[GRASS-dev] Re: what if: a new GRASS directory layout?

[Ivan Shmakov]

>>>>> Glynn Clements <glynn at gclements.plus.com> writes:

 >>> That can be handled by locking, and it can probably be done without
 >>> significant changes to the API.

 >> Oh, I see that you mean fcntl () locks here.  But weren't there
 >> issues with them on certain OS' (W32) and FS' (NFS, in particular
 >> with -o nolock)?

 > Win32 has locking primitives.

	ACK.

 > And NFS loses for more reasons than just locking, e.g. rename() isn't
 > guaranteed to be atomic. It is for good reason that NFS is widely
 > believed to stand for "Not a File System" (as it violates a
 > significant portion of POSIX).

 > If you use NFS, either you ensure that locking works, or you
 > essentially give up the ability to safely perform concurrent file
 > access; this problem isn't limited to GRASS.
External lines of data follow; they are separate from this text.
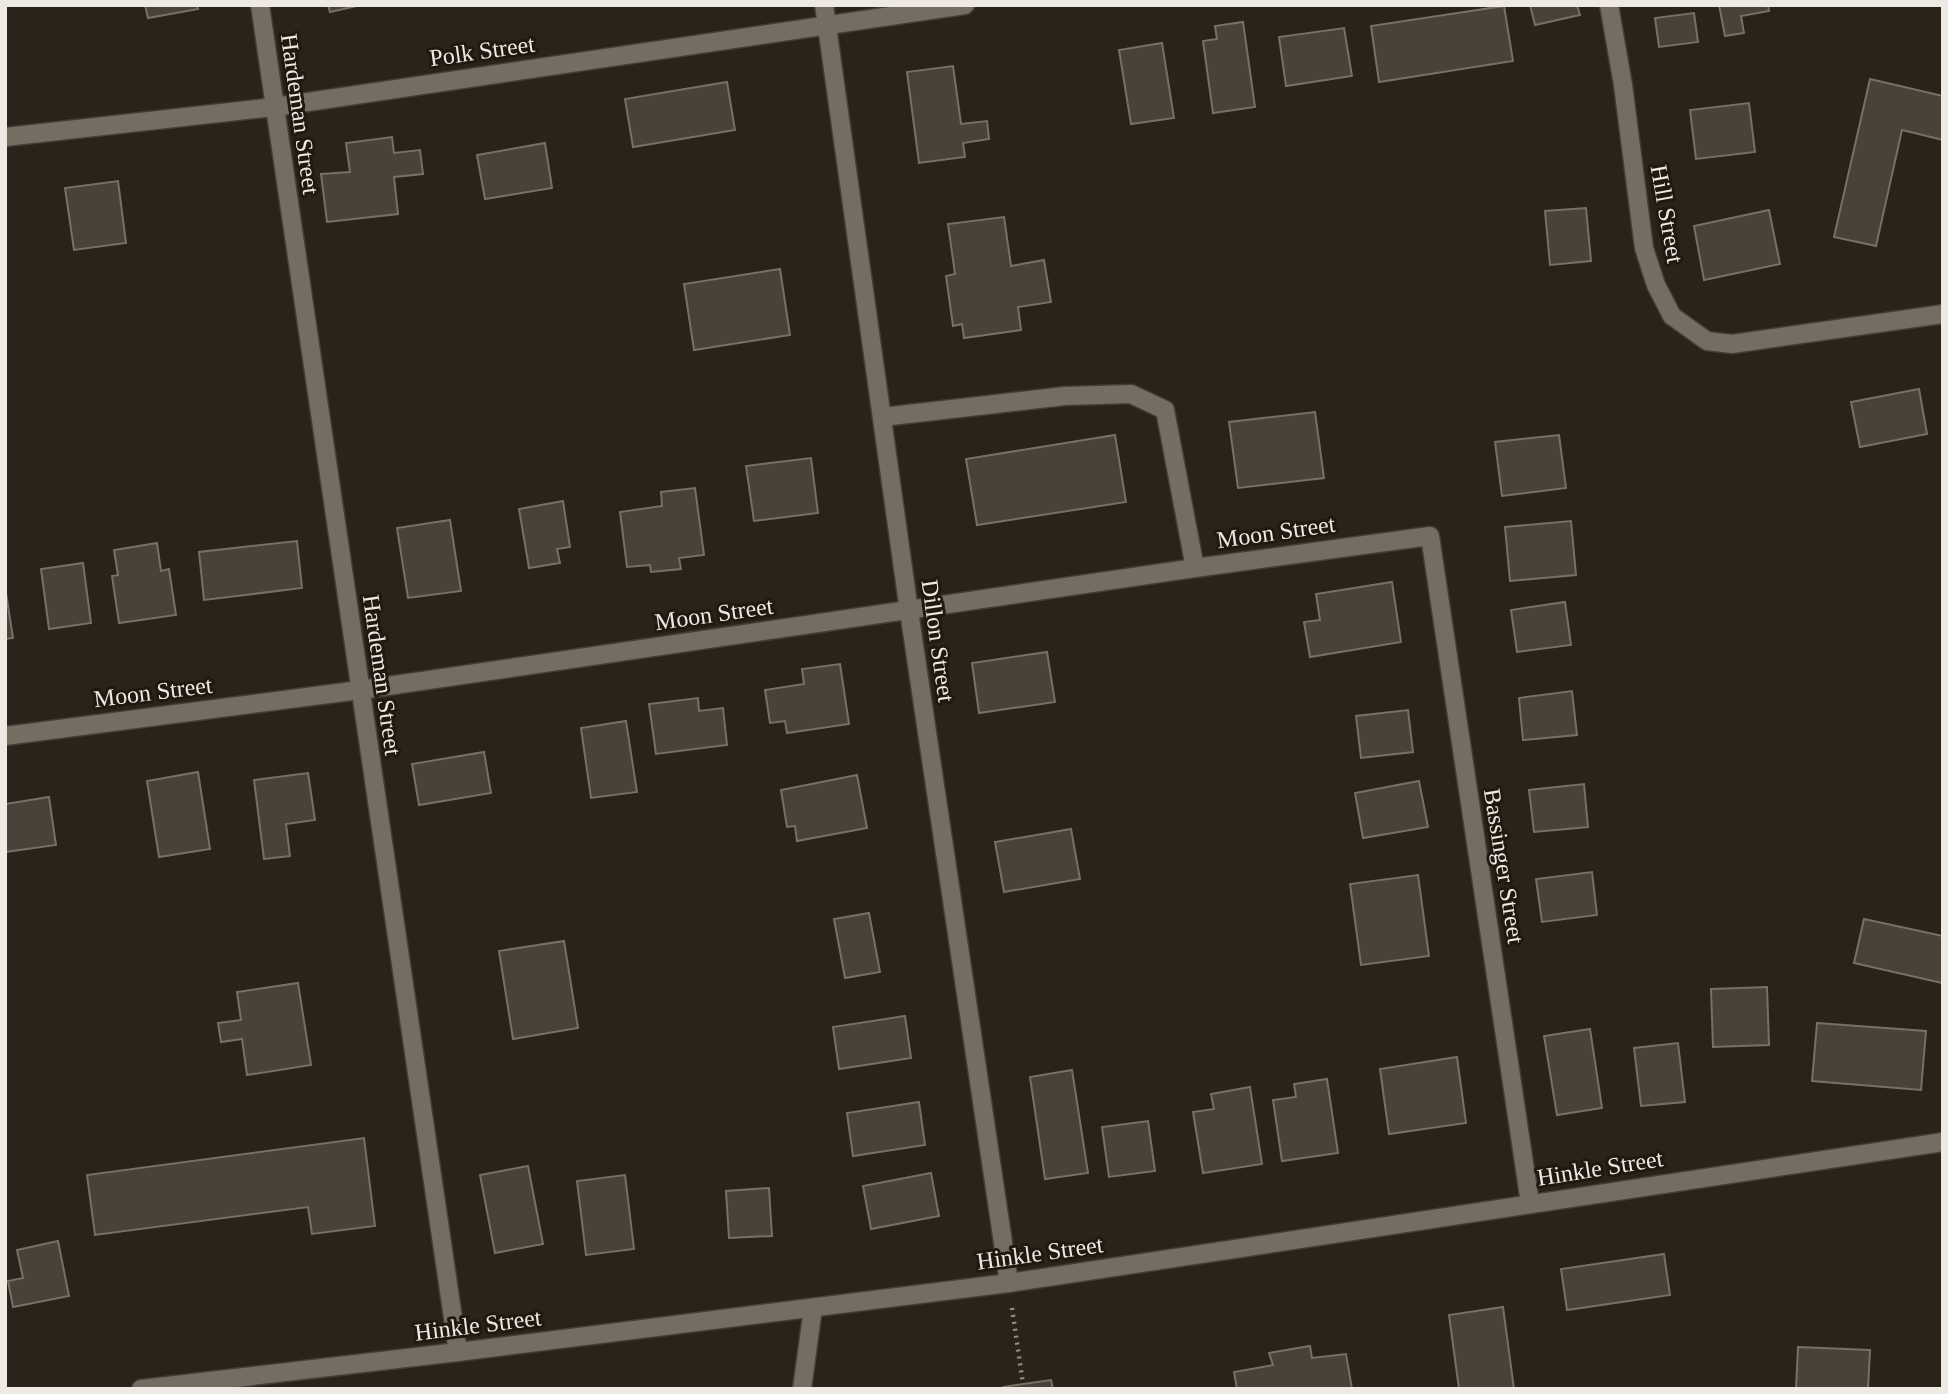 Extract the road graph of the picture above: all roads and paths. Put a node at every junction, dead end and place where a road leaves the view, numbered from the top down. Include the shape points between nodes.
1 (260, 5) edge
2 (824, 5) edge
3 (965, 5) edge
4 (1609, 5) edge
5 (827, 25) junction
6 (274, 107) junction
7 (5, 137) edge
8 (1943, 314) edge
9 (882, 417) junction
10 (1430, 536) joint
11 (1195, 568) junction
12 (909, 611) junction
13 (360, 690) junction
14 (5, 736) edge
15 (1943, 1142) edge
16 (1530, 1203) junction
17 (1009, 1283) junction
18 (813, 1308) junction
19 (458, 1353) junction
20 (1023, 1384) dead end
21 (141, 1389) edge
22 (802, 1389) edge

1 - 6 street, Hardeman Street
2 - 5 street, Dillon Street
3 - 5 street, Polk Street
4 - 8 street, Hill Street via 1644,248 1672,316 1707,341 1732,344
5 - 6 street, Polk Street
5 - 9 street, Dillon Street
6 - 7 street, Polk Street
6 - 13 street, Hardeman Street
9 - 11 street via 1065,396 1131,394 1165,410
9 - 12 street, Dillon Street
10 - 11 street, Moon Street
10 - 16 street, Bassinger Street
11 - 12 street, Moon Street
12 - 13 street, Moon Street
12 - 17 street, Dillon Street
13 - 14 street, Moon Street
13 - 19 street, Hardeman Street
15 - 16 street, Hinkle Street
16 - 17 street, Hinkle Street
17 - 18 street, Hinkle Street
17 - 20 path
18 - 19 street, Hinkle Street
18 - 22 street
19 - 21 street, Hinkle Street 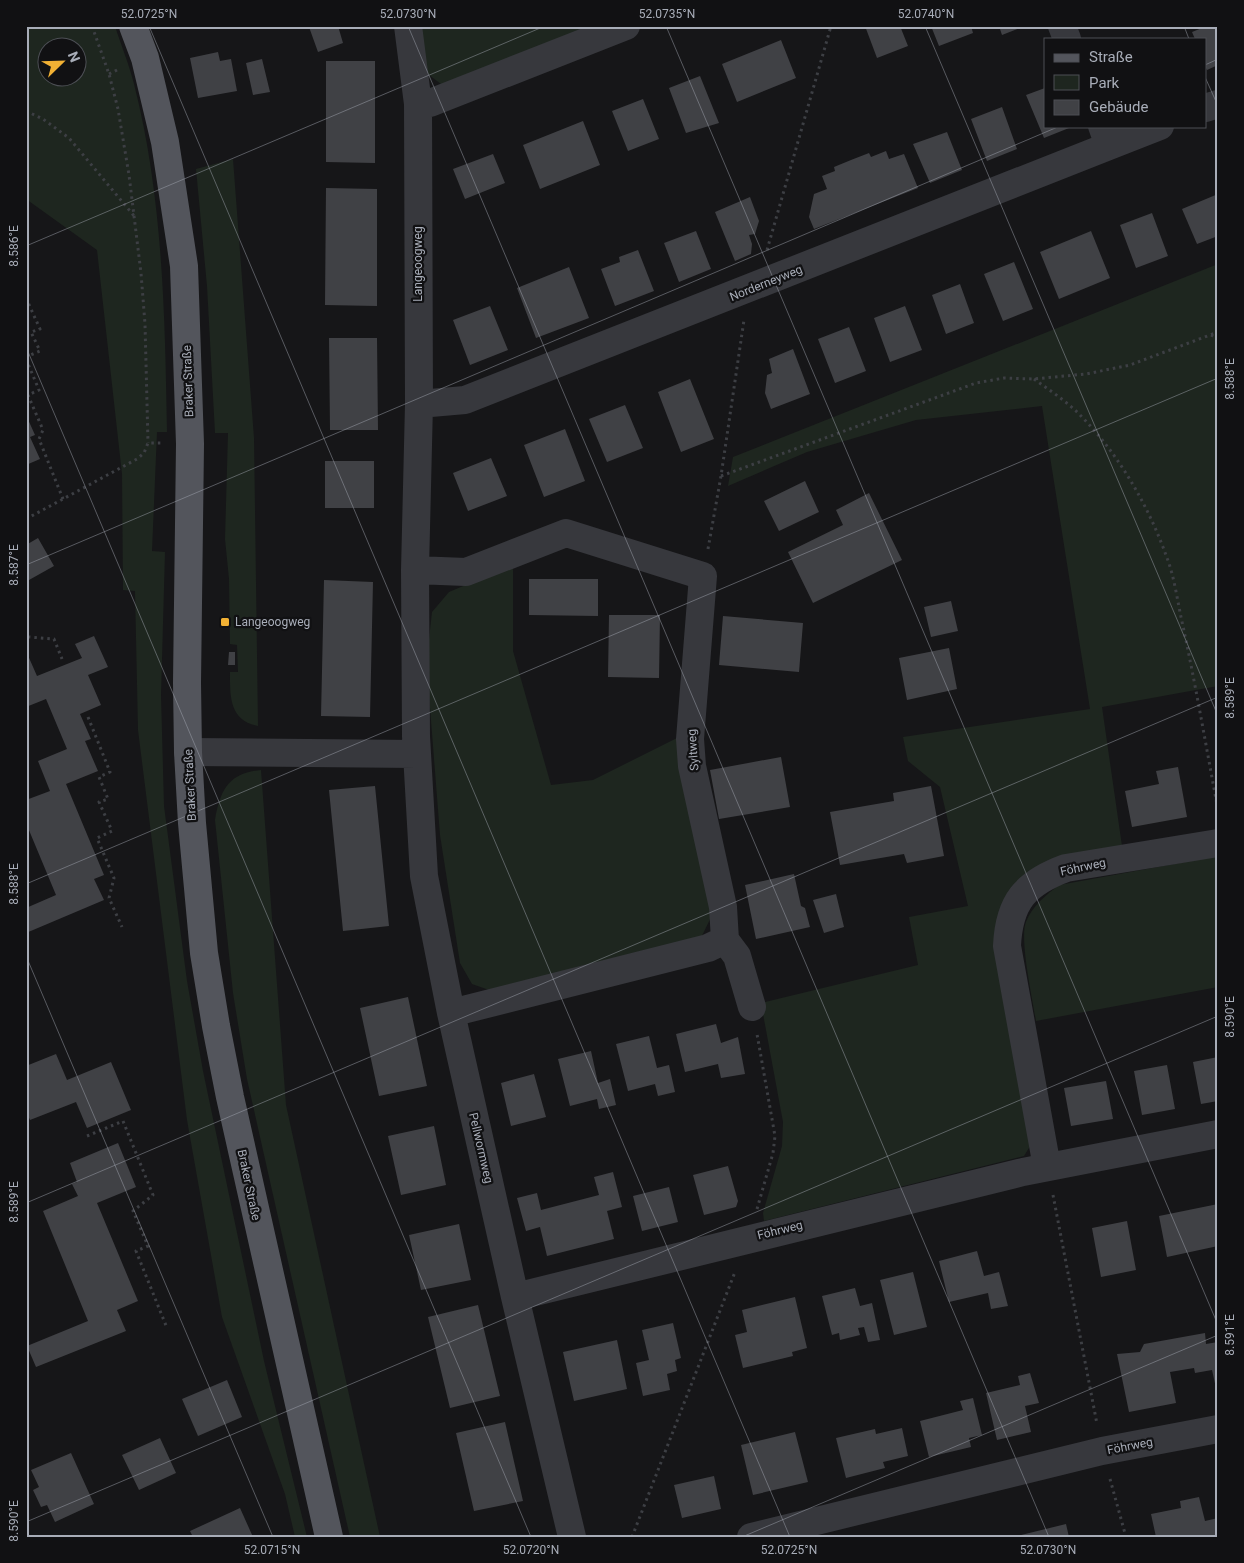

	As I've noted before, the inventory scheme allows for lock-less
	read-only access to be performed over NFS in presence of
	concurring writes, but without GC.

	Unfortunately, enabling locking protocol seems to impact the
	reliability.  In particular, I wonder, could there be a way for
	the server to know whether the client that acquired the lock is
	still alive?  Seemingly this one reduces to the two generals'
	problem.

 >>> The inventory system can prevent inconsistencies without any
 >>> locking. However, there's still the potential for updates to be
 >>> discarded if you don't have locking. I.e. if two process attempt to
 >>> update a module concurrently, the update which completes first will
 >>> be lost.

 >> Agreed.  Though I'm not sure that the only reasonable way to prevent
 >> this is to make any concurrent write access to fail.

 > I'm not suggesting having concurrent access fail, just waiting until
 > the operation is safe (e.g. F_SETLKW rather than F_SETLK).

 > If modules are structured correctly (i.e. all support files are read
 > in a burst before starting to read the data, or written in a burst
 > after writing the data), both the probability of contention and the
 > resulting delay will be minimal.

 > In the case of multiple concurrent writes, you're bound to lose one
 > of the two writes whichever mechanism is used.

	I don't understand how the schemes being discussed are different
	with respect to this point?  The only way not to lose the data
	just computed will be to make the attempt to open the target
	GRASS object for write to fail in presence of a concurrent
	process.

	OTOH, a mechanism could be designed that would allow for
	arbitrary code to be run when certain operations are requested
	on the database (creation, update and removal of the maps, for
	example.)  With such a mechanism it may become possible to alter
	the name of the GRASS object being written instead of
	overwriting the one appeared in the middle of processing and
	bearing the same name.

	Though the solution of such a hard to imagine problem alone will
	hardly justify the effort.

[...]

 > IOW, ensuring individual read and write operations behave as an
 > atomic transaction. If you want a complete read-process-write
 > operation to behave as an atomic transaction, delays (or "busy"
 > errors) cannot be eliminated (and there's also the potential for
 > deadlock).

	Forking a ``parallel existence'' at the beginning of the
	processing apparently eliminates the possibility of deadlocks,
	though there certainly will be some problems with merging it
	back.  E. g., in PostgreSQL, a transaction is discarded with an
	error if it conflicts with changes already merged from other
	finished transactions by the time of merge.

 >> FWIW, the appropriate locking to a writable mapset could be
 >> implemented without fcntl ().

 > There are other ways to do it (e.g. lock files), but the OS' locking
 > primitives are the simplest to use (no chance of stale lock files, no
 > hacks to deal with NFS' non-atomicity, built-in deadlock detection,
 > etc).

	Yes.

	From the discussion, I could conclude that the inventory scheme
	doesn't necessary imply any better concurrency (other than by
	allowing certain ways of lock-less access), nor does it prevent
	the concurrency to be improved (by means of the OS locking.)

	Still, I believe the inventory scheme to be more flexible and to
	allow for both cleaner and extensible API, and a cleaner
	implementation.

	Hopefully, I'd have the time to experiment with it.